The model the Commission endorsed, called Rapid Safety Feedback, may well be worse. Covington brags that seven states adopted it. She neglects to mention that one of them, Illinois, already has dropped it, after it failed spectacularly.

Even the agency that invented Rapid Safety Feedback never claimed it could predict who would kill a child. And one of the nation’s leading proponents of predictive analytics specifically warned the commission that no predictive analytics model could do that.

The commission left that out of its report. To find it you have to look in the scathing dissent published by Judge Martin, after, she says, the commission chair threatened to censor any dissents he didn’t like – still another example of how the commission proved to be at least as dysfunctional as the child welfare system itself.

Better solutions


The only acceptable goal for child abuse fatalities is zero. But approaching that goal requires a radically different approach than the one recommended by the commission.  It requires learning from a study of what does and does not reduce child abuse deaths. That study found:

●The rate at which people report child abuse does not change the number of child abuse deaths.
●The rate at which a state screens reports for investigation does not change the number of child abuse deaths.
●The rate at which a state takes children from their parents does not change the number of child abuse deaths.

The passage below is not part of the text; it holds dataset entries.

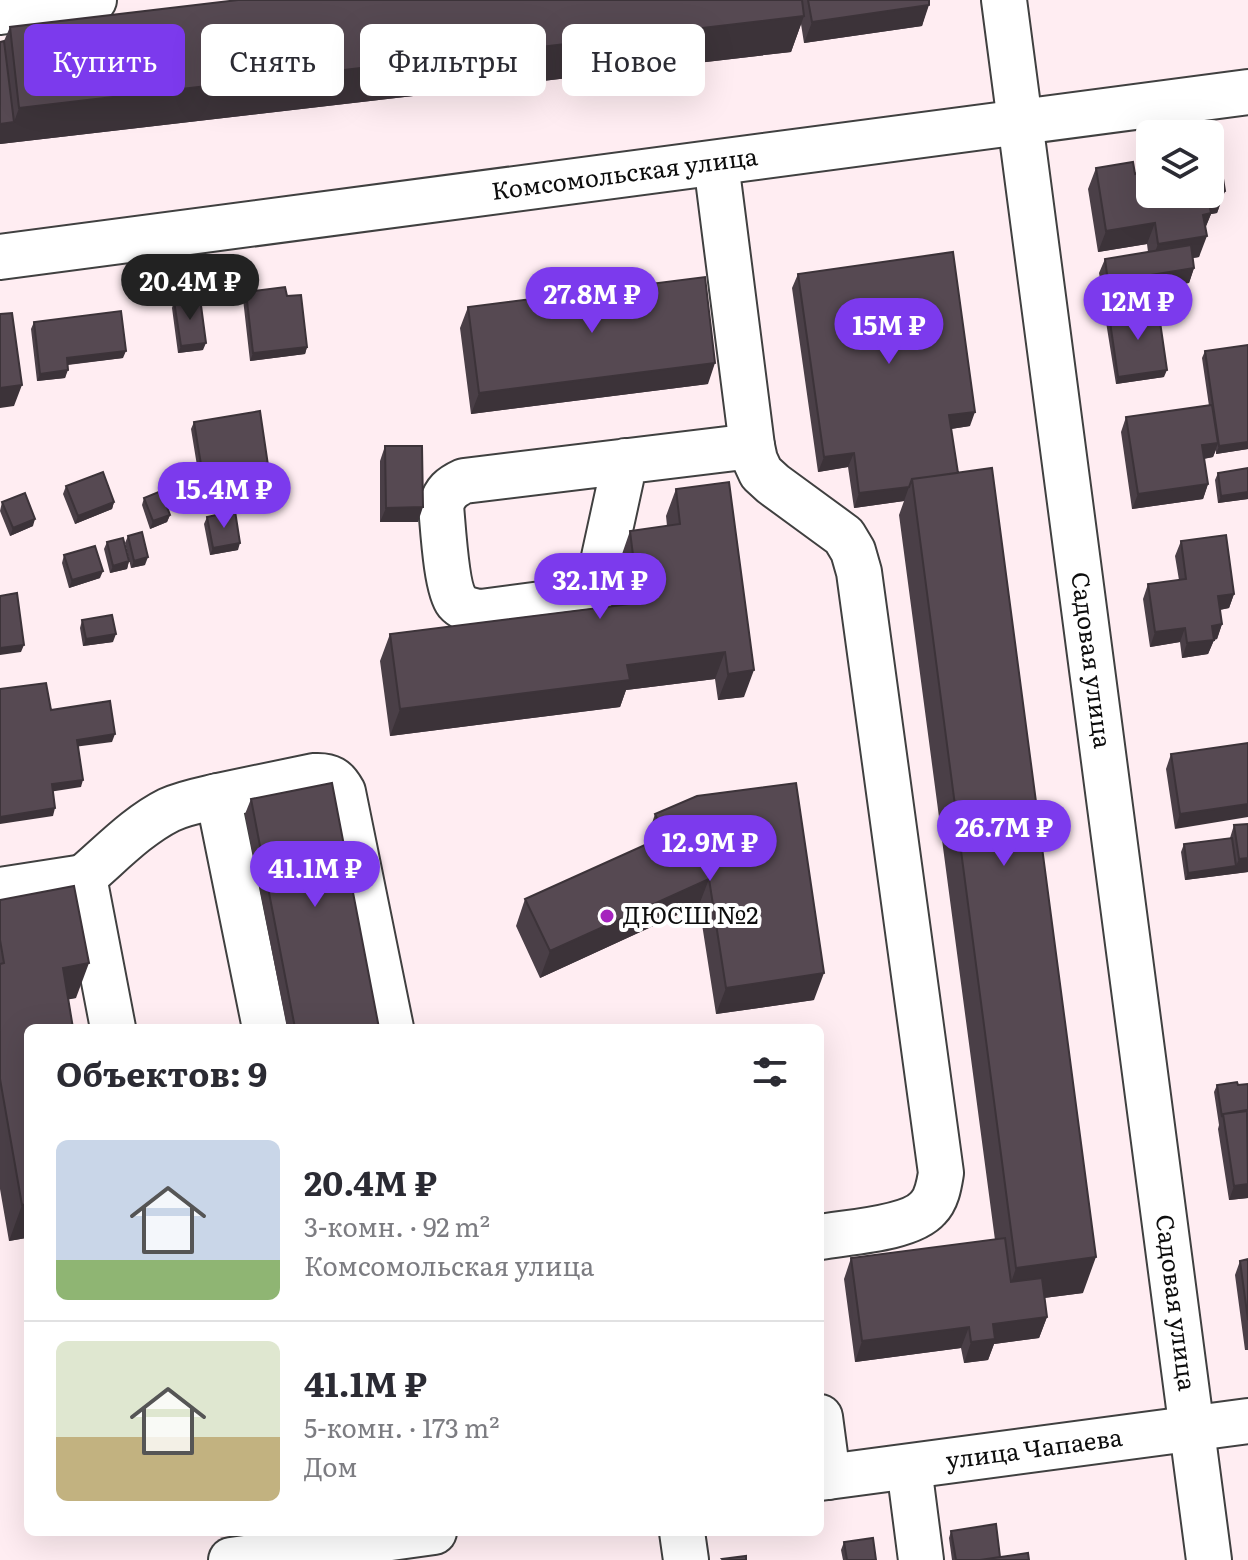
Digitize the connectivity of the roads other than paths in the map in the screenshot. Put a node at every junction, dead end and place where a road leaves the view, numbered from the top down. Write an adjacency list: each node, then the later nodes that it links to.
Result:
1 (94, 0): 3 (street)
2 (1004, 0): 5 (street, Садовая улица)
3 (0, 12)
4 (1248, 92): 5 (street, Комсомольская улица)
5 (1021, 123): 6 (street, Комсомольская улица); 18 (street, Садовая улица)
6 (716, 163): 7 (street, Комсомольская улица); 8 (street)
7 (0, 257)
8 (752, 446): 9 (street); 16 (street)
9 (625, 461): 9 (street)
10 (218, 796): 11 (street); 14 (street); 15 (street)
11 (84, 877): 12 (street); 13 (street)
12 (0, 890)
13 (112, 1024)
14 (264, 1024)
15 (390, 1024)
16 (824, 1236)
17 (1248, 1421): 18 (street, улица Чапаева)
18 (1192, 1429): 19 (street, улица Чапаева); 26 (street, Садовая улица)
19 (909, 1467): 20 (street, улица Чапаева); 25 (street)
20 (824, 1478)
21 (405, 1536): 23 (street)
22 (683, 1536): 24 (street)
23 (231, 1560)
24 (686, 1560)
25 (921, 1560)
26 (1209, 1560)

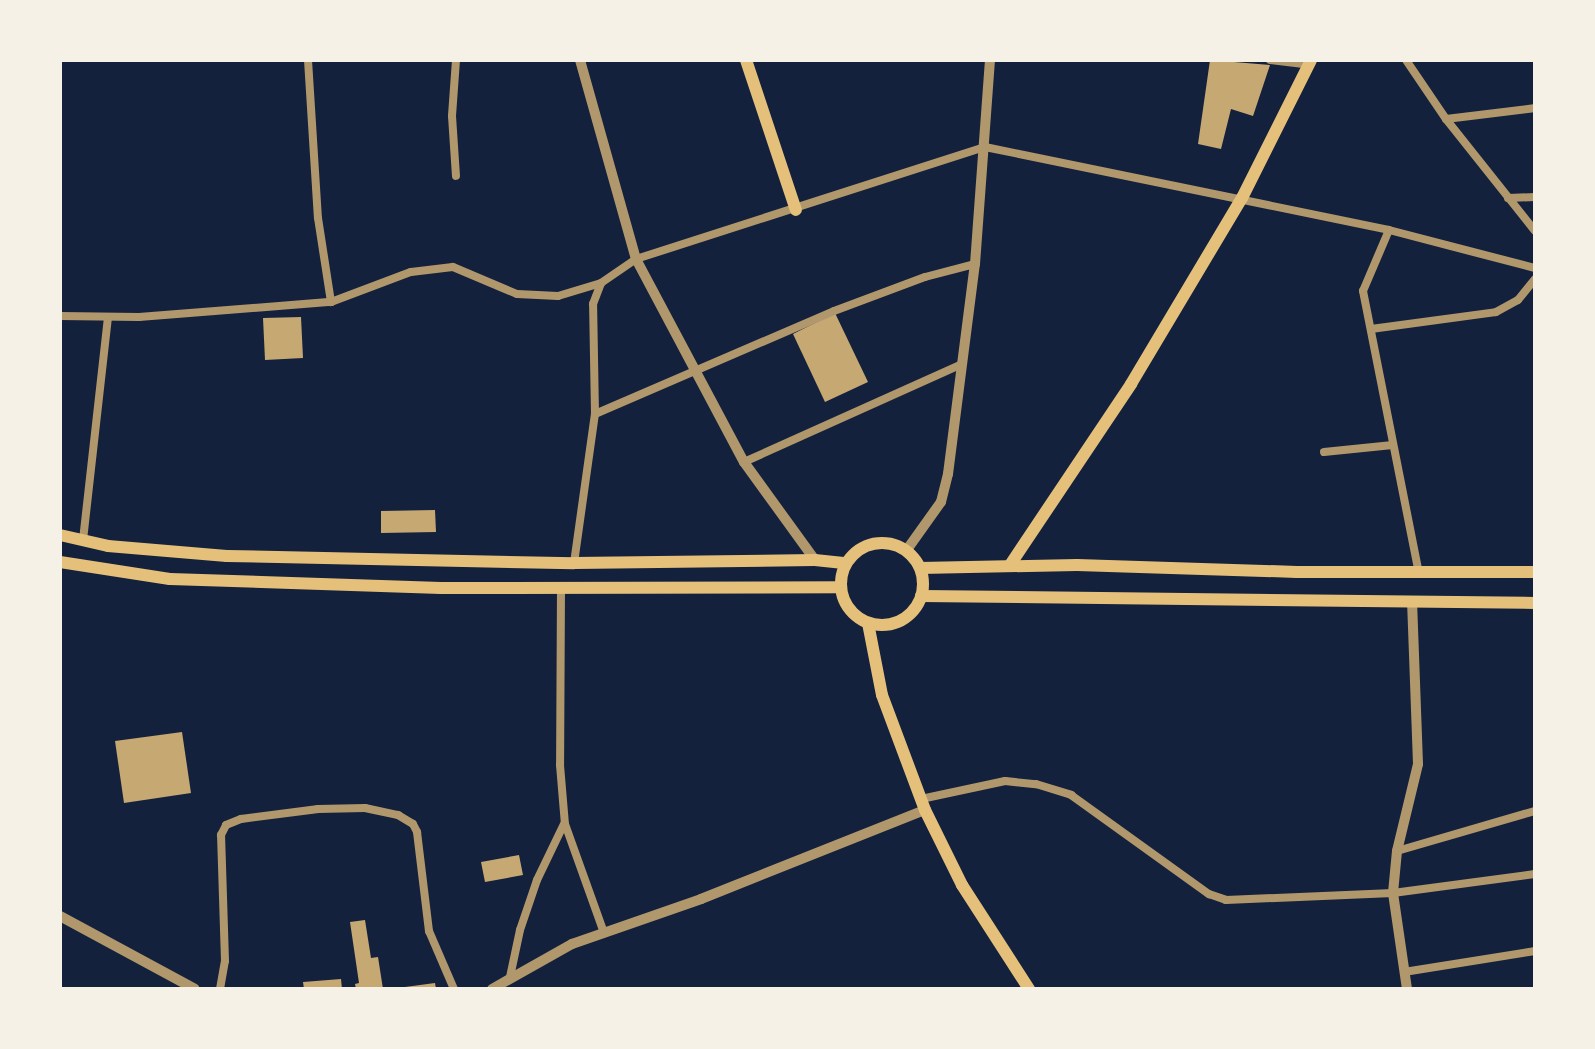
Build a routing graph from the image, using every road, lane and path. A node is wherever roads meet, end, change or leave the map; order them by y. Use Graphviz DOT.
graph roads {
  1 [pos="308,60"];
  2 [pos="456,60"];
  3 [pos="580,60"];
  4 [pos="746,60"];
  5 [pos="990,60"];
  6 [pos="1270,60"];
  7 [pos="1406,60"];
  8 [pos="1309,62"];
  9 [pos="1535,108"];
  10 [pos="1446,119"];
  11 [pos="985,147"];
  12 [pos="456,176"];
  13 [pos="1535,197"];
  14 [pos="1242,198"];
  15 [pos="1508,198"];
  16 [pos="796,210"];
  17 [pos="1389,230"];
  18 [pos="1535,231"];
  19 [pos="636,259"];
  20 [pos="975,264"];
  21 [pos="1535,268"];
  22 [pos="1535,279"];
  23 [pos="601,283"];
  24 [pos="331,302"];
  25 [pos="60,316"];
  26 [pos="108,317"];
  27 [pos="1371,329"];
  28 [pos="960,365"];
  29 [pos="693,370"];
  30 [pos="595,414"];
  31 [pos="1393,445"];
  32 [pos="1324,452"];
  33 [pos="744,462"];
  34 [pos="60,535"];
  35 [pos="83,540"];
  36 [pos="906,551"];
  37 [pos="815,560"];
  38 [pos="60,562"];
  39 [pos="574,563"];
  40 [pos="846,563"];
  41 [pos="1010,565"];
  42 [pos="920,568"];
  43 [pos="1418,570"];
  44 [pos="1535,572"];
  45 [pos="840,587"];
  46 [pos="561,588"];
  47 [pos="921,596"];
  48 [pos="1412,601"];
  49 [pos="1535,603"];
  50 [pos="868,623"];
  51 [pos="923,805"];
  52 [pos="1535,811"];
  53 [pos="565,824"];
  54 [pos="1397,851"];
  55 [pos="1535,874"];
  56 [pos="1393,893"];
  57 [pos="60,916"];
  58 [pos="604,933"];
  59 [pos="1535,951"];
  60 [pos="1404,972"];
  61 [pos="510,977"];
  62 [pos="195,989"];
  63 [pos="220,989"];
  64 [pos="454,989"];
  65 [pos="492,989"];
  66 [pos="1029,989"];
  67 [pos="1407,989"];
  1 -- 24 [label="street"];
  2 -- 12 [label="street"];
  3 -- 19 [label="street"];
  4 -- 16 [label="main road"];
  5 -- 11 [label="street"];
  6 -- 8 [label="street"];
  7 -- 10 [label="street"];
  8 -- 14 [label="main road"];
  9 -- 10 [label="street"];
  10 -- 15 [label="street"];
  11 -- 14 [label="street"];
  11 -- 16 [label="street"];
  11 -- 20 [label="street"];
  13 -- 15 [label="street"];
  14 -- 17 [label="street"];
  14 -- 41 [label="main road"];
  15 -- 18 [label="street"];
  16 -- 19 [label="street"];
  17 -- 21 [label="street"];
  17 -- 27 [label="street"];
  19 -- 23 [label="street"];
  19 -- 29 [label="street"];
  20 -- 28 [label="street"];
  20 -- 29 [label="street"];
  22 -- 27 [label="street"];
  23 -- 24 [label="street"];
  23 -- 30 [label="street"];
  24 -- 26 [label="street"];
  25 -- 26 [label="street"];
  26 -- 35 [label="street"];
  27 -- 31 [label="street"];
  28 -- 33 [label="street"];
  28 -- 36 [label="street"];
  29 -- 30 [label="street"];
  29 -- 33 [label="street"];
  30 -- 39 [label="street"];
  31 -- 32 [label="street"];
  31 -- 43 [label="street"];
  33 -- 37 [label="street"];
  34 -- 35 [label="main road"];
  35 -- 39 [label="main road"];
  36 -- 40 [label="main road"];
  36 -- 42 [label="main road"];
  37 -- 39 [label="main road"];
  37 -- 40 [label="main road"];
  38 -- 46 [label="main road"];
  40 -- 45 [label="main road"];
  41 -- 42 [label="main road"];
  41 -- 43 [label="main road"];
  42 -- 47 [label="main road"];
  43 -- 44 [label="main road"];
  45 -- 46 [label="main road"];
  45 -- 50 [label="main road"];
  46 -- 53 [label="street"];
  47 -- 48 [label="main road"];
  47 -- 50 [label="main road"];
  48 -- 49 [label="main road"];
  48 -- 54 [label="street"];
  50 -- 51 [label="main road"];
  51 -- 56 [label="street"];
  51 -- 58 [label="street"];
  51 -- 66 [label="main road"];
  52 -- 54 [label="street"];
  53 -- 58 [label="street"];
  53 -- 61 [label="street"];
  54 -- 56 [label="street"];
  55 -- 56 [label="street"];
  56 -- 60 [label="street"];
  57 -- 62 [label="street"];
  58 -- 61 [label="street"];
  59 -- 60 [label="street"];
  60 -- 67 [label="street"];
  61 -- 65 [label="street"];
  63 -- 64 [label="street"];
}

The same report found three key factors that do correlate with higher rates of child abuse deaths:

●High rates of poverty

●High rates of teen pregnancy
● Low rates of services to prevent child maltreatment.

That means, of course, if we take some of the millions of dollars states waste investigating false reports, initiating “surges,” and consigning children to needless foster care whenever there is a high-profile tragedy, and spend it instead on proven prevention programs that focus on ameliorating the worst effects of poverty, then, finally, we might see a decline in child abuse deaths that’s significant and sustained. (And no, a new federal law, the Family First Act won’t really do that.)


We might also reduce the burden on caseworkers caused by chasing down all those false allegations and poverty-confused-with-neglect cases, giving them a better chance to find the needles in that giant haystack, reducing child abuse deaths still further.